◆ YOUR GOAL
Whenever a picture appears, leave it out while repeating all the other data exactly.

◆ Collected data
::::::::::

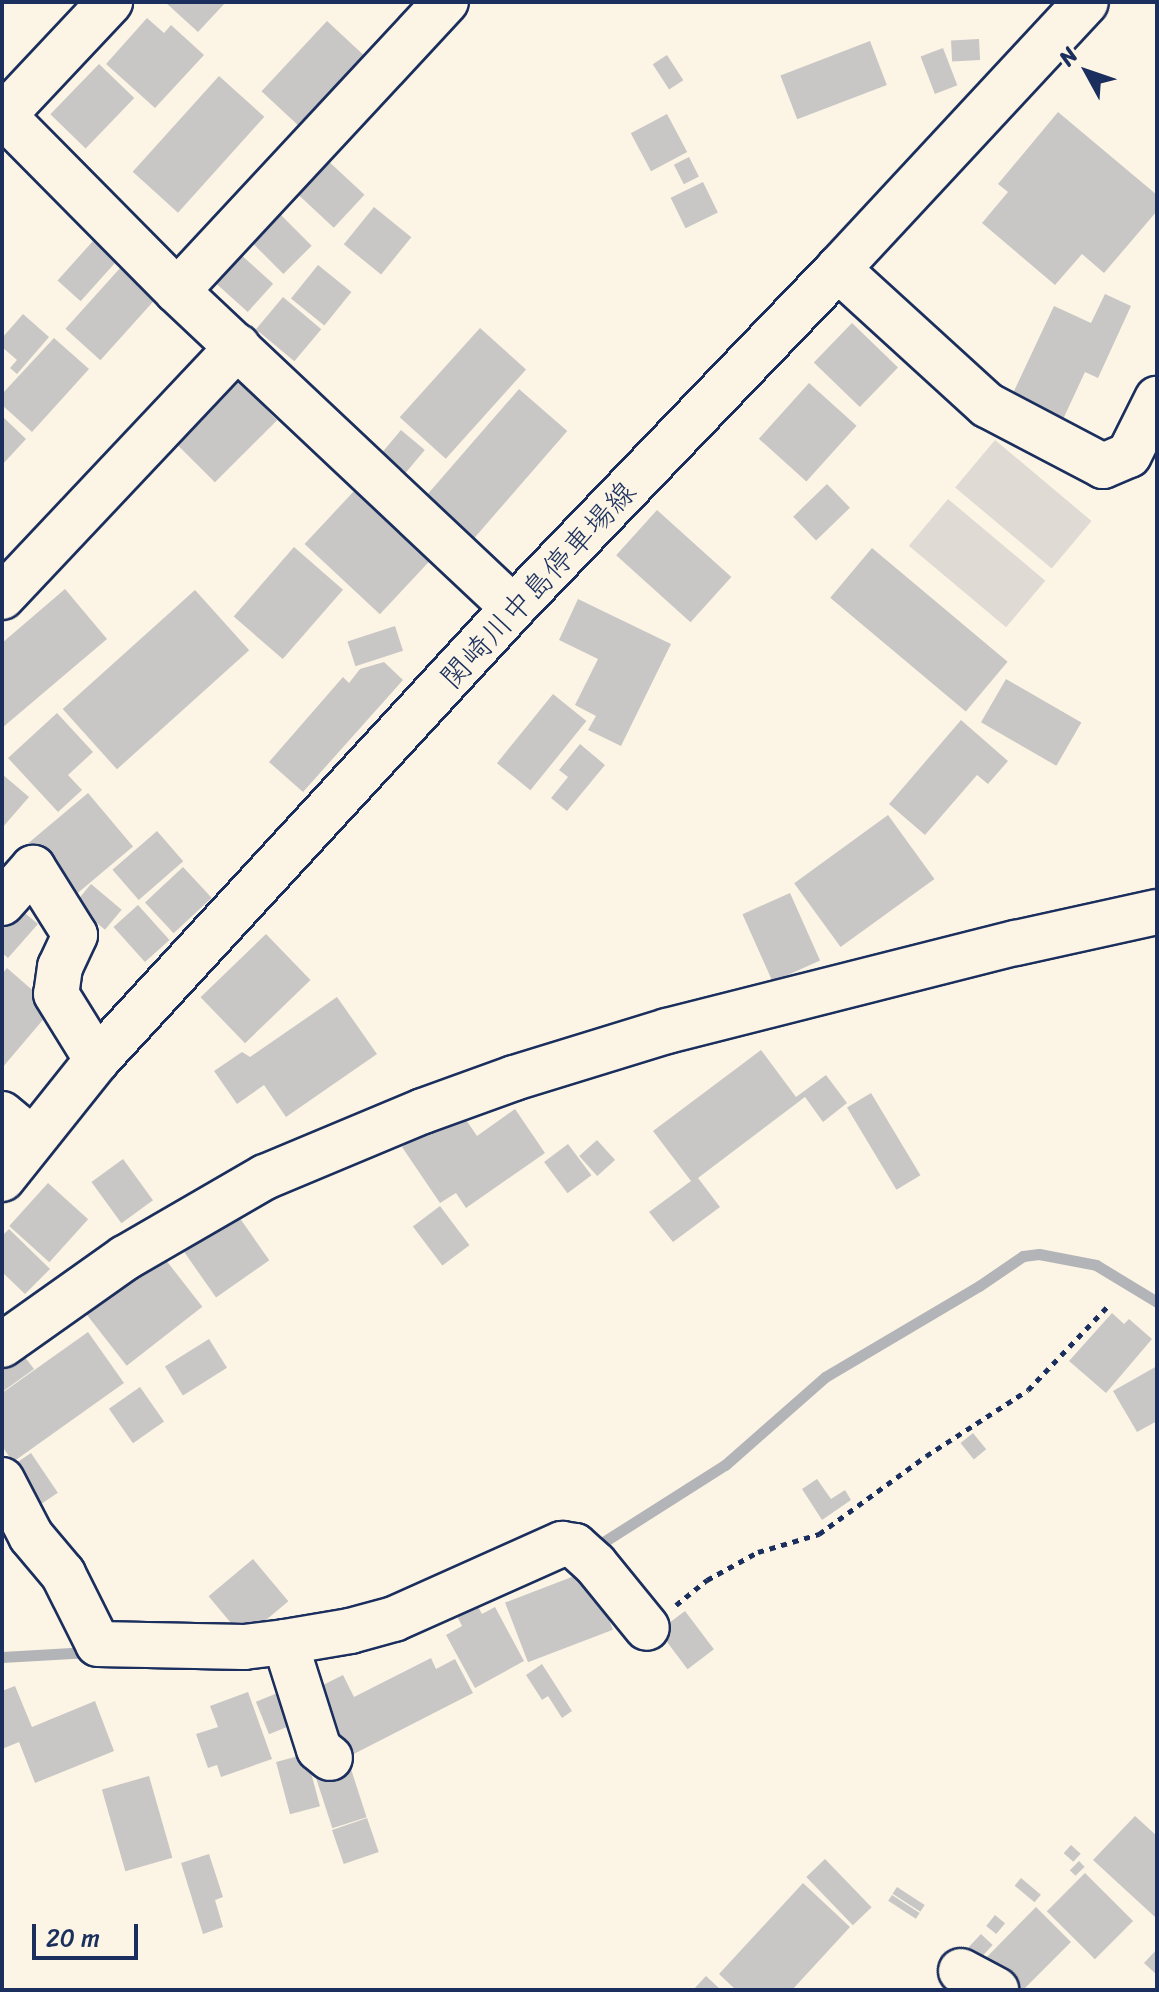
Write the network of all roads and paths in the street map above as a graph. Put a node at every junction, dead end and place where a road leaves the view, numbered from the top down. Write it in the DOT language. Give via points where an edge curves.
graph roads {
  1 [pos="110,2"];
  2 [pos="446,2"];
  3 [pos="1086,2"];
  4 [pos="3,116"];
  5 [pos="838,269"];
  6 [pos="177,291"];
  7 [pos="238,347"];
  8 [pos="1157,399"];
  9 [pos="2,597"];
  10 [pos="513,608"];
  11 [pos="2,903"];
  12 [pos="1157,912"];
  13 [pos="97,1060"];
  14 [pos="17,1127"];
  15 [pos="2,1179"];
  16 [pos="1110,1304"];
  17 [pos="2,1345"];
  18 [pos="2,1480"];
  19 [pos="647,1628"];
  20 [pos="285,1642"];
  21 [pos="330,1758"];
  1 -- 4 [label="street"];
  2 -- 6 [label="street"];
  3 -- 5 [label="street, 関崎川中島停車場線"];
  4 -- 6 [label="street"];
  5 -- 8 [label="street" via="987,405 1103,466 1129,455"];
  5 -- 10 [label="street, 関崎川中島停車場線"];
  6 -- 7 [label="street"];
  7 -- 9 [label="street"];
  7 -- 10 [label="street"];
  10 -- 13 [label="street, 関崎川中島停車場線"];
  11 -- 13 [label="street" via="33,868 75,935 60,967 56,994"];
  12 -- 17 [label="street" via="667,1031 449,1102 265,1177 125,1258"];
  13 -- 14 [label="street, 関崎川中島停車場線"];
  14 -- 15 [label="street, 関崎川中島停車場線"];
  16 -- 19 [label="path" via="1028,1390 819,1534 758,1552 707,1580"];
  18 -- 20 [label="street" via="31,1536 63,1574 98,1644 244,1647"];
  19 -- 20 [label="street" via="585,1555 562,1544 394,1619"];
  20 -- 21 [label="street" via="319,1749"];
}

::::::::::

◆ COMPLETED TASK
Write the network of all roads and paths in the street map above as a graph. Put a node at every junction, dead end and place where a road leaves the view, numbered from the top down. Write it in the DOT language. Give via points where an edge curves.
graph roads {
  1 [pos="110,2"];
  2 [pos="446,2"];
  3 [pos="1086,2"];
  4 [pos="3,116"];
  5 [pos="838,269"];
  6 [pos="177,291"];
  7 [pos="238,347"];
  8 [pos="1157,399"];
  9 [pos="2,597"];
  10 [pos="513,608"];
  11 [pos="2,903"];
  12 [pos="1157,912"];
  13 [pos="97,1060"];
  14 [pos="17,1127"];
  15 [pos="2,1179"];
  16 [pos="1110,1304"];
  17 [pos="2,1345"];
  18 [pos="2,1480"];
  19 [pos="647,1628"];
  20 [pos="285,1642"];
  21 [pos="330,1758"];
  1 -- 4 [label="street"];
  2 -- 6 [label="street"];
  3 -- 5 [label="street, 関崎川中島停車場線"];
  4 -- 6 [label="street"];
  5 -- 8 [label="street" via="987,405 1103,466 1129,455"];
  5 -- 10 [label="street, 関崎川中島停車場線"];
  6 -- 7 [label="street"];
  7 -- 9 [label="street"];
  7 -- 10 [label="street"];
  10 -- 13 [label="street, 関崎川中島停車場線"];
  11 -- 13 [label="street" via="33,868 75,935 60,967 56,994"];
  12 -- 17 [label="street" via="667,1031 449,1102 265,1177 125,1258"];
  13 -- 14 [label="street, 関崎川中島停車場線"];
  14 -- 15 [label="street, 関崎川中島停車場線"];
  16 -- 19 [label="path" via="1028,1390 819,1534 758,1552 707,1580"];
  18 -- 20 [label="street" via="31,1536 63,1574 98,1644 244,1647"];
  19 -- 20 [label="street" via="585,1555 562,1544 394,1619"];
  20 -- 21 [label="street" via="319,1749"];
}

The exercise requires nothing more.